Top Priorities Differ for Nurse Execs, Managers
So far in 2011, nursing executives have been focused on CMS’ value-based purchasing and what patient satisfaction scores will mean for reimbursement; healthcare reform and how our existing system will cope with potential influxes of new patients; ongoing cost reduction; and the never-ending quest to improve patient safety and quality.
I started wondering whether these are the top concern of nurse managers and whether their priorities mesh with those of their senior leadership. In a highly-unscientific survey, I found concern for nurse supply starting to beat out fears of ongoing budget cutbacks and any long-term concern for what healthcare reform might bring us.
As the economy improves, more nurse managers fear the brief respite they enjoyed from the nursing shortage may soon be coming to an end. Stories abound of nurse vacancy rates dropping across the country. Nurses are gaining confidence to move about in the job market and baby boomers are starting to talk about retirement once again.

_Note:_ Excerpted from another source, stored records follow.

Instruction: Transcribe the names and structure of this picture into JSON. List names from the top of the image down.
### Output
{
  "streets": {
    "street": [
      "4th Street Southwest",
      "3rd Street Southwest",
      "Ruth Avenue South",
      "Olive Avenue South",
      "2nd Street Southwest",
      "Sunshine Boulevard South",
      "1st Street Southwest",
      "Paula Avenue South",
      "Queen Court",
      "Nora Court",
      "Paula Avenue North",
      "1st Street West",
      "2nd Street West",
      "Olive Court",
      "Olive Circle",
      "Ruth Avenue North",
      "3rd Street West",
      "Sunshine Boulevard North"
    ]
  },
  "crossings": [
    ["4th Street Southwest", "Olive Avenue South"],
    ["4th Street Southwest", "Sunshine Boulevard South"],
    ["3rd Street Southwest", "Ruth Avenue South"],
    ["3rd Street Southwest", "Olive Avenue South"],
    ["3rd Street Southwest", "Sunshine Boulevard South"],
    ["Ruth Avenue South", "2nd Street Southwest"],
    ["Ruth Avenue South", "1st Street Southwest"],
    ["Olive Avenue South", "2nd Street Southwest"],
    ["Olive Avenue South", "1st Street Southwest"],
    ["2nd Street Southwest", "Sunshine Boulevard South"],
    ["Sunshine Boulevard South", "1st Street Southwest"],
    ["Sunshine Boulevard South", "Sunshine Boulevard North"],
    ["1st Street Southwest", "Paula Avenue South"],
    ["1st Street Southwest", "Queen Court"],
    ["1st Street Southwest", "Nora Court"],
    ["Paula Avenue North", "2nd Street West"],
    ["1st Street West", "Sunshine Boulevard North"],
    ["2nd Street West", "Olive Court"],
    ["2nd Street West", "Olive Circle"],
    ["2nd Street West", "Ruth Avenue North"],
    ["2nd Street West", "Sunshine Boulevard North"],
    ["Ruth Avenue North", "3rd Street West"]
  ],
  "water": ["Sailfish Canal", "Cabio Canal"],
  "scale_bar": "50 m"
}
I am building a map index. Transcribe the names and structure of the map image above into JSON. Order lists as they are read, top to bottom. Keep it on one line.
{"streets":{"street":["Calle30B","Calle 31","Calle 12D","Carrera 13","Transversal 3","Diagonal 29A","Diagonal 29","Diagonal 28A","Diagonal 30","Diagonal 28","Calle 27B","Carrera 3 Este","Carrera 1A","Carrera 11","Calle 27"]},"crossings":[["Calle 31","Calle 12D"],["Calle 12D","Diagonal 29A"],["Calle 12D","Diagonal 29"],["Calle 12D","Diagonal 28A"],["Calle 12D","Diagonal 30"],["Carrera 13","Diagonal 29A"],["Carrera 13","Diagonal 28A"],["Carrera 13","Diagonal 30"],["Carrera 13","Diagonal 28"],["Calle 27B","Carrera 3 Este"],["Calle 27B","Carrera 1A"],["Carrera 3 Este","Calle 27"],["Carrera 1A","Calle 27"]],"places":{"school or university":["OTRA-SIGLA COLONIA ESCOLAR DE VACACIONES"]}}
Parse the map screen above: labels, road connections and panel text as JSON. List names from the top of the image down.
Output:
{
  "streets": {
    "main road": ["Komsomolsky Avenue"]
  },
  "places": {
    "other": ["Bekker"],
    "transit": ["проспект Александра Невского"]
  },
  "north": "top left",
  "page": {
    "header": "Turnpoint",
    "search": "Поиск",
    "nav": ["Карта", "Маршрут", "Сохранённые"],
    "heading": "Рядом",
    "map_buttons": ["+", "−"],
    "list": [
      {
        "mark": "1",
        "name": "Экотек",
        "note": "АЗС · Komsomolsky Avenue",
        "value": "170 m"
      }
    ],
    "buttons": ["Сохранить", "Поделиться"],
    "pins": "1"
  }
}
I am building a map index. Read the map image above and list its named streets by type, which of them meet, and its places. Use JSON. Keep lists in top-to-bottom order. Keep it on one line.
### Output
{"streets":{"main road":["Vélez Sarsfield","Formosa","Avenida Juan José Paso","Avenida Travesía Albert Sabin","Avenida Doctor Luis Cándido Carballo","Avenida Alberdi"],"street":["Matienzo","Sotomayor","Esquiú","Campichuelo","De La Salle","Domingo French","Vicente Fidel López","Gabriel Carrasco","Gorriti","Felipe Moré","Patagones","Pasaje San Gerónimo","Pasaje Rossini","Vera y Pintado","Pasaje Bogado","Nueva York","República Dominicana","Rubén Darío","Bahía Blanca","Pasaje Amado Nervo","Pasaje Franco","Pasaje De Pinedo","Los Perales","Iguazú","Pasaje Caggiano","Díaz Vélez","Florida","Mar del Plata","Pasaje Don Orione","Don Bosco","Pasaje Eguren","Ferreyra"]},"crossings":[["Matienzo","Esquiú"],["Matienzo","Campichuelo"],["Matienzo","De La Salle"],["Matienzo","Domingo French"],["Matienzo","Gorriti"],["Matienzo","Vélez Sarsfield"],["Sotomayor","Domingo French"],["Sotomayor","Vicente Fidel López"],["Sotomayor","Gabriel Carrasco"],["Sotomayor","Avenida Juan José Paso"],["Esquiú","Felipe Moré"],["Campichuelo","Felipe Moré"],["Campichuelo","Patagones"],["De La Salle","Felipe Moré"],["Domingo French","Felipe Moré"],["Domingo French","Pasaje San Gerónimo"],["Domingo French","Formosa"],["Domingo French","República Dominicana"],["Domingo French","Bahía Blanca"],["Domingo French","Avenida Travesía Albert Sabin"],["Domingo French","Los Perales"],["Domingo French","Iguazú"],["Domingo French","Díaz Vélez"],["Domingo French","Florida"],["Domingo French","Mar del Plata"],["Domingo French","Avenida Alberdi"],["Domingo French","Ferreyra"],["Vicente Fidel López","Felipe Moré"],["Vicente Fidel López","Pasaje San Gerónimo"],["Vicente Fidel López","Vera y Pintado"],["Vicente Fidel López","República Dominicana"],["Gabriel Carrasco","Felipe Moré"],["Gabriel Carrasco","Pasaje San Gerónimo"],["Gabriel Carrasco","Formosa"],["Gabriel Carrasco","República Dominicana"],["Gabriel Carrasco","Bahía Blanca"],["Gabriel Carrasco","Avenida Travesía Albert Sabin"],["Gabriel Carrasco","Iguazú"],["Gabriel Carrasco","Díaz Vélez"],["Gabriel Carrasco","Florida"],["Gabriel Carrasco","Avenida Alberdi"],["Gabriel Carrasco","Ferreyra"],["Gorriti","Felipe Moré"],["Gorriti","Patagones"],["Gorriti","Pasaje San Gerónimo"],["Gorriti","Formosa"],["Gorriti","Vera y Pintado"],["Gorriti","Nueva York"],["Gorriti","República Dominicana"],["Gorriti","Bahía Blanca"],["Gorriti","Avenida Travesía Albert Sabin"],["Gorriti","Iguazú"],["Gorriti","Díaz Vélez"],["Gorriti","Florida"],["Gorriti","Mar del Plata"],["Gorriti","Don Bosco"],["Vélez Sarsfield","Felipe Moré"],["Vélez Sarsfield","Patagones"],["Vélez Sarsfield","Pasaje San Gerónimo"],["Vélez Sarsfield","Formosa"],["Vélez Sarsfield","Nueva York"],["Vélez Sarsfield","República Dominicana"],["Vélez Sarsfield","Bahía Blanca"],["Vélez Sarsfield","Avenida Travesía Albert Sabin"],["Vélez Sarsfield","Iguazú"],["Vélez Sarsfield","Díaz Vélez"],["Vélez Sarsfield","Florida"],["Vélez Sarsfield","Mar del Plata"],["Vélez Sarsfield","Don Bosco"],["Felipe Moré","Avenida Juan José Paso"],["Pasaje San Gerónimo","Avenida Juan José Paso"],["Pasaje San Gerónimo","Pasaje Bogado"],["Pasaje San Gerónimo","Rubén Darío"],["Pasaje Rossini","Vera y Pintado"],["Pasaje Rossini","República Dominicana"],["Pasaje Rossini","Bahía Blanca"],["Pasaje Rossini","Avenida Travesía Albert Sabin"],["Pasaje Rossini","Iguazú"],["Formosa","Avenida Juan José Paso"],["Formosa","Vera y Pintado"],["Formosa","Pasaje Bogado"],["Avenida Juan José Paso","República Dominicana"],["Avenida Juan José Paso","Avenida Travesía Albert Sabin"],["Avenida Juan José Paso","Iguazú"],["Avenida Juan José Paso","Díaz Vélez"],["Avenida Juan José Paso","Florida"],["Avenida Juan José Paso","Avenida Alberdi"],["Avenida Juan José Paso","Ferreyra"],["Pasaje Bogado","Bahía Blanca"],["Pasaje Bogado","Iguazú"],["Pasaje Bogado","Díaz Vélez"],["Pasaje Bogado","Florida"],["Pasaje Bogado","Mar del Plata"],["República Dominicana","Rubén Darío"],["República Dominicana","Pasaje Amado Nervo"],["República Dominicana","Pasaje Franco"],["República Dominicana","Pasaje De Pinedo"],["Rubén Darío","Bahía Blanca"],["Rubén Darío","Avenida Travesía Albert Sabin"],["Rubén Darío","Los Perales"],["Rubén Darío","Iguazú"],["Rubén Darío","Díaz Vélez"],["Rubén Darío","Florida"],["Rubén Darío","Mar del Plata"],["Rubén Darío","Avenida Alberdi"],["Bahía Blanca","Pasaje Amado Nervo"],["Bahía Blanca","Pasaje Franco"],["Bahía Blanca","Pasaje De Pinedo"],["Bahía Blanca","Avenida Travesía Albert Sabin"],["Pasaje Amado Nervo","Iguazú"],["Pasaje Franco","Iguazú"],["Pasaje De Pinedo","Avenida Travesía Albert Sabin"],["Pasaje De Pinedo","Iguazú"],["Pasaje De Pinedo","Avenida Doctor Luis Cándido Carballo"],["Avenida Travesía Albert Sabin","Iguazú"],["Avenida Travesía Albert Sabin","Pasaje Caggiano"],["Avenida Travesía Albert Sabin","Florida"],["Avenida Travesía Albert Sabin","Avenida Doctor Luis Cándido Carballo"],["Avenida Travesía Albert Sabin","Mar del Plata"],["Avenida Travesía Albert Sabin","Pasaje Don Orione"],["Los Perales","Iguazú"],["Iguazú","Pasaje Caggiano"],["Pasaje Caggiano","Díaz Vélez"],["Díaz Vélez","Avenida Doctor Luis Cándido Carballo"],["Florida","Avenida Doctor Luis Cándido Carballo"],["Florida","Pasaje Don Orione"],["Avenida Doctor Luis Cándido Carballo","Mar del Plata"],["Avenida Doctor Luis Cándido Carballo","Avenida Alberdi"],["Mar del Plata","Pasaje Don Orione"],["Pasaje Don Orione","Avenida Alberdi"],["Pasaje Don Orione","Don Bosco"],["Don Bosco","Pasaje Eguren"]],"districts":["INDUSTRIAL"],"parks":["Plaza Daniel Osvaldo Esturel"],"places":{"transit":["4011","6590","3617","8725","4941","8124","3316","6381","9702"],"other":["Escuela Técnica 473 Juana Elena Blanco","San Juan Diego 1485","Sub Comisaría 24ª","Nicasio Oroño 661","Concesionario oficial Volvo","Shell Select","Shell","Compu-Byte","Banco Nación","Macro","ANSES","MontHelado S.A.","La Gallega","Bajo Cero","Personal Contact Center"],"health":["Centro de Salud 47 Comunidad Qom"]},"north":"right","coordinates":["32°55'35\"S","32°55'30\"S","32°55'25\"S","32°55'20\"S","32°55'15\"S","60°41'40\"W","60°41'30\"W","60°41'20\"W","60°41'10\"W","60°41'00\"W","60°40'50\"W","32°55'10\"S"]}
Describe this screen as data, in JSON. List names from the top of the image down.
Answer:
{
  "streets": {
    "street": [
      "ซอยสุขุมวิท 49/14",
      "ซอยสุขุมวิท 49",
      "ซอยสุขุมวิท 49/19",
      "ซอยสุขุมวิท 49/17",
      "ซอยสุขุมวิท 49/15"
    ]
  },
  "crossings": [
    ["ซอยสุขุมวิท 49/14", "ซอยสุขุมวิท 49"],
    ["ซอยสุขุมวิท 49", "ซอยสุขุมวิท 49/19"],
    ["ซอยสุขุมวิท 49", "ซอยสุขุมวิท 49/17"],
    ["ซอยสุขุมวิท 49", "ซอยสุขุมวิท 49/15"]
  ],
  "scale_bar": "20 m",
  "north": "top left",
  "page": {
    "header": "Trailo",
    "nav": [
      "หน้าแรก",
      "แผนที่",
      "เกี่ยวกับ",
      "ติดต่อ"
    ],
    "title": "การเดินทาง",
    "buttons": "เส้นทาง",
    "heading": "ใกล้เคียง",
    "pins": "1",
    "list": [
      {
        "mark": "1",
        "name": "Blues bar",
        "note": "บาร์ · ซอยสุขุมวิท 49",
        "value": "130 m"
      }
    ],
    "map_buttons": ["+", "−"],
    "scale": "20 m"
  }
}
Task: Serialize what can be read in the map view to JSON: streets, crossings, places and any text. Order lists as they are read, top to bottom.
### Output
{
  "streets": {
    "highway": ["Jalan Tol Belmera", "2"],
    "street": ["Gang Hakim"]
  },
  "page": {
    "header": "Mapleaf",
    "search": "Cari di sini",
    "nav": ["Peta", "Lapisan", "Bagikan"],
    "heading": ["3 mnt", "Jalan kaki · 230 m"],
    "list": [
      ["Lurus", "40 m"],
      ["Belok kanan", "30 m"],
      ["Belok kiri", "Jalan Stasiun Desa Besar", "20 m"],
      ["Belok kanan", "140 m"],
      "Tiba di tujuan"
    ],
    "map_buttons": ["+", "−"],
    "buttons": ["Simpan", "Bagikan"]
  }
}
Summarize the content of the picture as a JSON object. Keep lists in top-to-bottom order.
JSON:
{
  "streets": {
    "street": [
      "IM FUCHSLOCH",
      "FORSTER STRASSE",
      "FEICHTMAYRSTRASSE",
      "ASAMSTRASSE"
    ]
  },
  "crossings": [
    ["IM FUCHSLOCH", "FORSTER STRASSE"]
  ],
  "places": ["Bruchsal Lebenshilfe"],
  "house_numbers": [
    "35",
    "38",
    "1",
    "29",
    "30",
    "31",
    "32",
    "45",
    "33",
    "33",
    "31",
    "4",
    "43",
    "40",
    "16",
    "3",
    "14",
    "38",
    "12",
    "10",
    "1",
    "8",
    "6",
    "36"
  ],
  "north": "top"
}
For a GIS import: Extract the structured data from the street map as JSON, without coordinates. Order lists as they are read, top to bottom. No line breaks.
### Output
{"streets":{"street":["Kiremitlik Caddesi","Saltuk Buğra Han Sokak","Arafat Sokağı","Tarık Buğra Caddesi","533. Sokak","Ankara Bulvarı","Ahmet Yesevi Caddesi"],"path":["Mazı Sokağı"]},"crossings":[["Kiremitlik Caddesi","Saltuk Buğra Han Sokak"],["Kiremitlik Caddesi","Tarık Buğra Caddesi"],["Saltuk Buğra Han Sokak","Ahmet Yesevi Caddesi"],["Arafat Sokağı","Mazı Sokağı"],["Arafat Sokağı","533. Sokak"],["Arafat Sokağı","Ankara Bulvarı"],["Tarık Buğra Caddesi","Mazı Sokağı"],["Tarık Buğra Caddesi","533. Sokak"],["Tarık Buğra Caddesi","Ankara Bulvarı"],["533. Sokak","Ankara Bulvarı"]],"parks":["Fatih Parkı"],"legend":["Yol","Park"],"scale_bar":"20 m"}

In addition, union action around the country is heating up and calls for mandating safe nurse-patient ratios are generating a lot of media coverage. Consequently, nurse managers worry because staffing and scheduling cause unarguably the biggest headaches.
Nurse execs are concerned about nurse supply, according to the annual HealthLeaders Media Industry Survey, but they are not as worried as nurse managers. Only 34% of nurse execs believe nurse supply will have a negative or strongly negative impact on their organizations. They are much more worried about the threat posed by nursing unions, with 46% believing organized labor will have a negative or strongly negative impact on their organization.